Saturday, January 17, 2009

Win a Dance Lesson with MC Hammer

You could win a dance lesson with MC Hammer or a cash prize by taping "Your Best Hammer Dance" and submitting it to DanceJam.com. DanceJam is a dance social network, founded by MC Hammer, where individuals watch and rate dance performances. Judges will consider creativity, dance skills, entertainment value and video popularity to announce the finalists on Feb. 5 and select the winners on Feb. 10. The finalist considered the “most skilled” wins the lesson, while the contestant with the “most entertaining” video wins $250 cash. 

Rules of the contest: 
-The video should be 20 to 90 seconds.
-You should perform any section of the MC Hammer dance to any MC Hammer song. 

About 22 videos have already been submitted. Check out the competition at http://dancejam.com/contests/hammerdance.

Friday, January 16, 2009

No Mambo for Cindy McCain

According to Page Six of The New York Post, Cindy McCain was approached in November to star on the next season of "Dancing With the Stars." While Cindy was enthusiastic about the offer--wanting to participate "very badly"--John was not, causing his wife ultimately to turn down the show this week.  

Other offers to perform have been made to Stevie Wonder, Steve-O from "Jackass" and Misty May-Treanor who left last season's show after an ankle injury. 

The next season of "Dancing With the Stars" starts Monday, March 9 at 8pm on ABC. 

Monday, January 12, 2009

Evolution of Dance 2

"Evolution of Dance" performer Judson Laipply released the sequel to one of the most watched videos on the Internet on Jan. 9. "Evolution of Dance 2" features everything from the Hokey Pokey to Soldier Boy. Check it out: 

Sunday, January 4, 2009

Superstars of Dance--What Were They Thinking?

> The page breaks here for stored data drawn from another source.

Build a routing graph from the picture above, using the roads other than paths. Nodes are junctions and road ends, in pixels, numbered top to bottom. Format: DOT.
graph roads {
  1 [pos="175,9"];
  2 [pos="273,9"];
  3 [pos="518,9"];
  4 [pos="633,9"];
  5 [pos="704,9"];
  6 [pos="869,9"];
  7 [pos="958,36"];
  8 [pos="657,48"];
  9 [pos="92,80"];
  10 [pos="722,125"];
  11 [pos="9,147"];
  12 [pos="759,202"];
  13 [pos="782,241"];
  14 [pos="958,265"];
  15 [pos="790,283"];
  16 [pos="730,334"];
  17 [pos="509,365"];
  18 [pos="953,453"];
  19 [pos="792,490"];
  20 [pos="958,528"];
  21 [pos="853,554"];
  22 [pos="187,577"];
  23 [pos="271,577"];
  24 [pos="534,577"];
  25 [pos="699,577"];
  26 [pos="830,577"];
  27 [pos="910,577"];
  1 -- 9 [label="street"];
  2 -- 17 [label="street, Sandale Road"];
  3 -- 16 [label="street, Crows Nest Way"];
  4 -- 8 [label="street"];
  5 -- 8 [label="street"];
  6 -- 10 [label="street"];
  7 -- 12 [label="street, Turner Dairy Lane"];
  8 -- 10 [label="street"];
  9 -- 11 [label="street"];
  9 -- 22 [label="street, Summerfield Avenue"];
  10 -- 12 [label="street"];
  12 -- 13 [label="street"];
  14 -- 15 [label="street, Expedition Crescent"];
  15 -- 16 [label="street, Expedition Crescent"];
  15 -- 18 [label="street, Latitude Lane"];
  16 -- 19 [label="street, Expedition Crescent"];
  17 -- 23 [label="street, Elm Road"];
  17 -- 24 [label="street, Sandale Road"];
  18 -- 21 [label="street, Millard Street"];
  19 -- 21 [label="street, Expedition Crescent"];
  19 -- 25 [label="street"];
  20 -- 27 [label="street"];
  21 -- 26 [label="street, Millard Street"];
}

So, I watched the new NBC show Superstars of Dance, and I have to ask, "What were they thinking?" We never needed another dance show, especially not one of poor quality.

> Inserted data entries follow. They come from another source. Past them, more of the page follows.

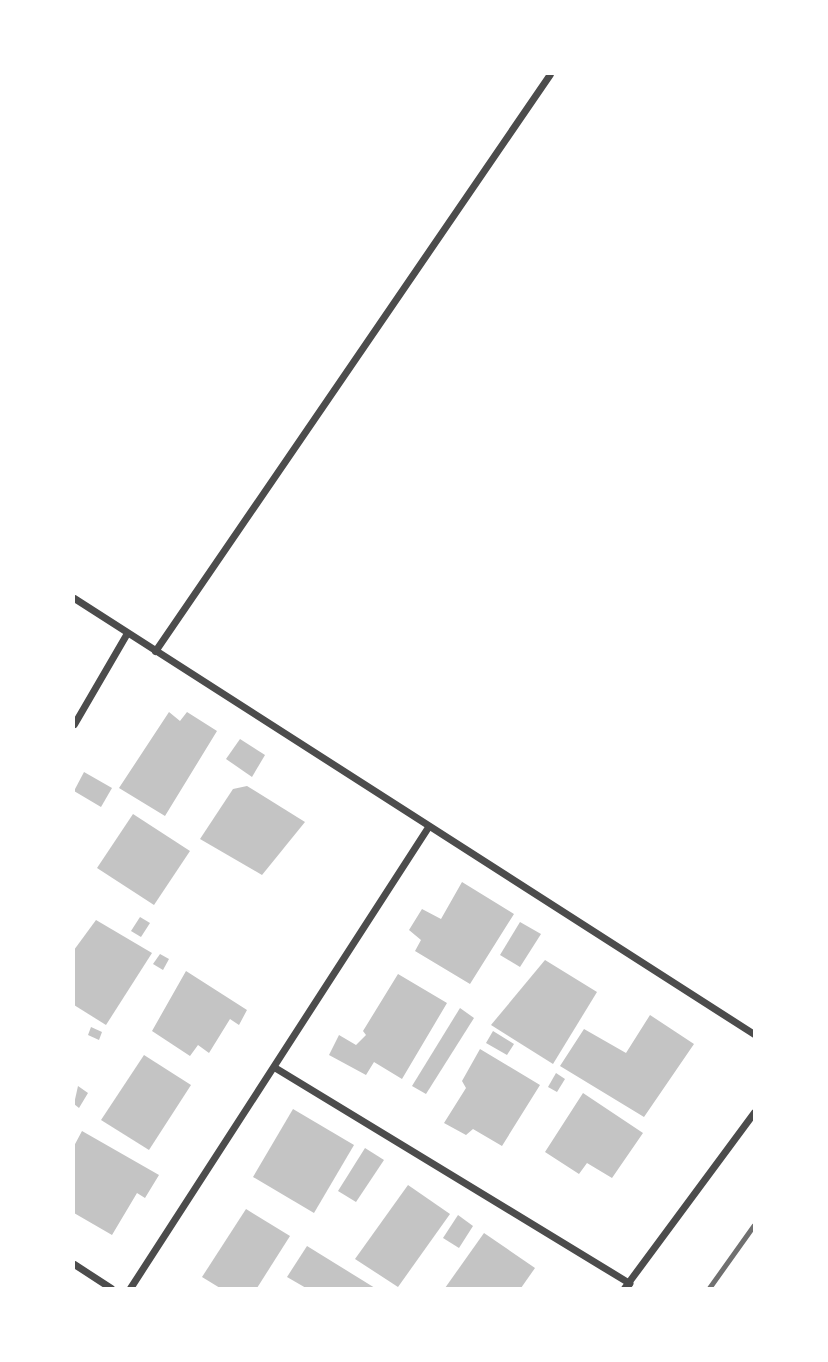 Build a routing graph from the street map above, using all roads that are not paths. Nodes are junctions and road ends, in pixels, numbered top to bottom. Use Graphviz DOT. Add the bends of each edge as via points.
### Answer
graph roads {
  1 [pos="550,74"];
  2 [pos="74,598"];
  3 [pos="127,633"];
  4 [pos="155,651"];
  5 [pos="74,724"];
  6 [pos="428,827"];
  7 [pos="754,1034"];
  8 [pos="274,1066"];
  9 [pos="754,1112"];
  10 [pos="74,1264"];
  11 [pos="626,1286"];
  12 [pos="111,1289"];
  13 [pos="130,1289"];
  1 -- 4 [label="street"];
  2 -- 3 [label="street"];
  3 -- 4 [label="street"];
  3 -- 5 [label="street"];
  4 -- 6 [label="street"];
  6 -- 7 [label="street"];
  6 -- 8 [label="street"];
  8 -- 11 [label="street"];
  8 -- 13 [label="street"];
  9 -- 11 [label="street"];
  10 -- 12 [label="street"];
}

I think Annie Barrett from Entertainment Weekly put it best when she described the show as "a forced SNL sketch." 

First of all, how can you judge so many styles of dance fairly? You can't. Most of these judges have probably never seen all of these styles, so they can't be compared sufficiently. 

Second, isn't it a tad self-serving how Michael Flatley (the show's host) featured his group, Lord of the Dance, for the first Irish group piece? Absolutely. And, unfortunately, it now features a soloist (who also performed by himself for Ireland) with no expression or smooth movement like Flatley himself. Not a great way to start off the show.

Third, why isn’t this a live show like the rest? Probably because there are too many performers to move on and off stage and too many set changes for a two hour production. But this makes the whole show appear awkward, especially in the way it is cut and filmed. While Argentina’s soloist performed a Cabaret piece that lacked in movement and concept, it didn’t help that the camera crew forgot to film her footwork. The crew keeps doing this throughout the show, sometimes cutting off the performers from view completely.

Fourth, shouldn’t this be more of a showcase of styles, rather than a competition? Yes! But NBC thinks it needs its own dance competition show like ABC and FOX.

I must admit, there were a few exceptions to the bad performances, including Austria’s modern group piece that featured strong ballet technique and ground-work, and China's athletic group piece. But besides these few pieces, I was not entertained, informed or able to stay awake. 

What did you think? Could anyone actually like this show?